TASK GOAL: Among the entries below, how many lines include the string "paths"? Answer with only the number.

DATASET:
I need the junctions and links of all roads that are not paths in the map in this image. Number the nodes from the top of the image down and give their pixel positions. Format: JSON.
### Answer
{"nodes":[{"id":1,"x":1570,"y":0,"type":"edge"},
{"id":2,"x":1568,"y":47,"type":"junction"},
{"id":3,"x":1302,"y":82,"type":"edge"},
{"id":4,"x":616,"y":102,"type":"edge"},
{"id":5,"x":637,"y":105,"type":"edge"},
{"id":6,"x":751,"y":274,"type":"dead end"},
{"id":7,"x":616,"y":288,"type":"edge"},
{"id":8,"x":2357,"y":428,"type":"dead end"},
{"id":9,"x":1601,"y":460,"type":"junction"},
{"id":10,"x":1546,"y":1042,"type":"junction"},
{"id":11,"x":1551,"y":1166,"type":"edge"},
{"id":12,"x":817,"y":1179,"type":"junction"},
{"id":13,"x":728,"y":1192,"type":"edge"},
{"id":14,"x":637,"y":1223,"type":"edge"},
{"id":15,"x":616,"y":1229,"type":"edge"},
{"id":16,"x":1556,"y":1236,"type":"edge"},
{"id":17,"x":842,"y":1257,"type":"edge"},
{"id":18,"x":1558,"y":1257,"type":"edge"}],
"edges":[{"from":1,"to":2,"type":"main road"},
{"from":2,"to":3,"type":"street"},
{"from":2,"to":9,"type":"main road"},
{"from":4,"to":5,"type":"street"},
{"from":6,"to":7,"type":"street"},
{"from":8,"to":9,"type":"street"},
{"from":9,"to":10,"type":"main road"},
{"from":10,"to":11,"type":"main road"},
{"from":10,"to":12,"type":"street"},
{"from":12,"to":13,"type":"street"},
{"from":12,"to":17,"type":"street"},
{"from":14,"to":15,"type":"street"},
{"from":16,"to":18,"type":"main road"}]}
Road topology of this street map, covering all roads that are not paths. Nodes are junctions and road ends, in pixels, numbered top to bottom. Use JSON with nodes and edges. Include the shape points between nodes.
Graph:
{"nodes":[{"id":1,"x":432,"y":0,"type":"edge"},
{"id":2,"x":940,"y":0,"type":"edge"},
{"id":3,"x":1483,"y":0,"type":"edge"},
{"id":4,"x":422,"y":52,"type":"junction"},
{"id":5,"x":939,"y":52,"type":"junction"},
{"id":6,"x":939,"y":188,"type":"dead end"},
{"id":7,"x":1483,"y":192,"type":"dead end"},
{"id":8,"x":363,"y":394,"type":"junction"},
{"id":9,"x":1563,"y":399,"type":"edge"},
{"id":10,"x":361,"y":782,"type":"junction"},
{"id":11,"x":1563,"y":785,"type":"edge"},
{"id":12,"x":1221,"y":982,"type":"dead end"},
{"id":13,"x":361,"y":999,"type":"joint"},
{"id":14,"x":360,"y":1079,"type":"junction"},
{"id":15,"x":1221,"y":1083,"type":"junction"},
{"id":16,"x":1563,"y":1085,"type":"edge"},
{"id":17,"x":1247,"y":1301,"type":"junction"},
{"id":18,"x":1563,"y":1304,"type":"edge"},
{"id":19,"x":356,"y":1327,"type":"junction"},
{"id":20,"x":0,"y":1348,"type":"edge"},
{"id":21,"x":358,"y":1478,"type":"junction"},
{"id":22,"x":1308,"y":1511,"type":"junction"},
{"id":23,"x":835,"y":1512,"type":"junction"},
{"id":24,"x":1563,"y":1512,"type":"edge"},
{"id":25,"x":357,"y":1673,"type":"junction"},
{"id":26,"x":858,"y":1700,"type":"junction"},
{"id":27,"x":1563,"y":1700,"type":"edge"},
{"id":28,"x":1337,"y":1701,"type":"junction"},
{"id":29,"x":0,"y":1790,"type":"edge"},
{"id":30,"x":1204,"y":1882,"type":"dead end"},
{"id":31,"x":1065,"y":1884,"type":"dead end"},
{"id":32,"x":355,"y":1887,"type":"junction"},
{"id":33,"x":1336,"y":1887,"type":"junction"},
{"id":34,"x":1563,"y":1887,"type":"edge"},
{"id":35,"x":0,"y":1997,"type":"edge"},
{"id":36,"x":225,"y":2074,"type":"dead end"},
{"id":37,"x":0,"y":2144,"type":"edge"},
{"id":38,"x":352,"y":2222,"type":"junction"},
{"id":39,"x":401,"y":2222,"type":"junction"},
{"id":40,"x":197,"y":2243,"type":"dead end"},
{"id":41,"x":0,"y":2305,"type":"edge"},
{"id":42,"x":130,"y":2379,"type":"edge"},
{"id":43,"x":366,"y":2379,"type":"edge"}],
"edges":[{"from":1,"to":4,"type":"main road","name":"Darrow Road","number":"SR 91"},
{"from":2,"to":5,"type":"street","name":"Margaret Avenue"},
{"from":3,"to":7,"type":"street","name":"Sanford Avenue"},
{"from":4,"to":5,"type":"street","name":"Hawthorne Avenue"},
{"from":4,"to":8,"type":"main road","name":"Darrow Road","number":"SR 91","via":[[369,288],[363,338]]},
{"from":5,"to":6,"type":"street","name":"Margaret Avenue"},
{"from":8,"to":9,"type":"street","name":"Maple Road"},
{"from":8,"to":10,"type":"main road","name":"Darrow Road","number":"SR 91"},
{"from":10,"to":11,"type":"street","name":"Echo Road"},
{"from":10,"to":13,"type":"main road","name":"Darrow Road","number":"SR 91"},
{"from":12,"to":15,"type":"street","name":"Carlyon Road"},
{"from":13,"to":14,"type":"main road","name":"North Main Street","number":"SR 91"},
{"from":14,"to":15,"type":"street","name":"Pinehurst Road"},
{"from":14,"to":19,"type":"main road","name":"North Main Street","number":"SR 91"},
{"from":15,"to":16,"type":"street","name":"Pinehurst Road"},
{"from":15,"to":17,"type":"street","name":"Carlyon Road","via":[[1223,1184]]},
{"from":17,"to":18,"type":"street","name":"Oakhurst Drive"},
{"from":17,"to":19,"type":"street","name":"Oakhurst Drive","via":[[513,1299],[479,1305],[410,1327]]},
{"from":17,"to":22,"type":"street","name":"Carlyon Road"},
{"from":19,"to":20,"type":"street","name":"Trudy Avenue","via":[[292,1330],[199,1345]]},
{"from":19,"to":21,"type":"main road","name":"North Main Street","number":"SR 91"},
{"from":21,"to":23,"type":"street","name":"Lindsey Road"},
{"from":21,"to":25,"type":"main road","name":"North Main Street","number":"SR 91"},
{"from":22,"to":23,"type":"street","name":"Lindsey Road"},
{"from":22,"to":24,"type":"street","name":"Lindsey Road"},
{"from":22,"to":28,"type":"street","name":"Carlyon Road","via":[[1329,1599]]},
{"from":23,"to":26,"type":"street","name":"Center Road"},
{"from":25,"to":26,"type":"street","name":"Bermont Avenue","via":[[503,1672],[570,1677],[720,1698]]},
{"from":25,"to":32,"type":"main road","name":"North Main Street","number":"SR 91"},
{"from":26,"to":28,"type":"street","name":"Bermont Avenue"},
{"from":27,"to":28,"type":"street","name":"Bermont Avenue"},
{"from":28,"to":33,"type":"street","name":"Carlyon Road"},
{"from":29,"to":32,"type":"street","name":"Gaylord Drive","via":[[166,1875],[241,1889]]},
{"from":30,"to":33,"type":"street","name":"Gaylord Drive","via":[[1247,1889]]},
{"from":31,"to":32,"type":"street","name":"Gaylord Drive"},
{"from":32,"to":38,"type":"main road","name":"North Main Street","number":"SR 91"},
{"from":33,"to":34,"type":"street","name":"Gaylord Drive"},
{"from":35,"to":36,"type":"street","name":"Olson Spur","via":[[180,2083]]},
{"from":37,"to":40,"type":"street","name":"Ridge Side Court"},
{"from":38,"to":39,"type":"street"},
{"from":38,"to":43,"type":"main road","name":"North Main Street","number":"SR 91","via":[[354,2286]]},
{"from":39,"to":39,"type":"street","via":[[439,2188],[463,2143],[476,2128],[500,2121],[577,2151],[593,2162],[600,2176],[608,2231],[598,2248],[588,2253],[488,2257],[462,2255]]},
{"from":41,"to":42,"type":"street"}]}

ANSWER: 2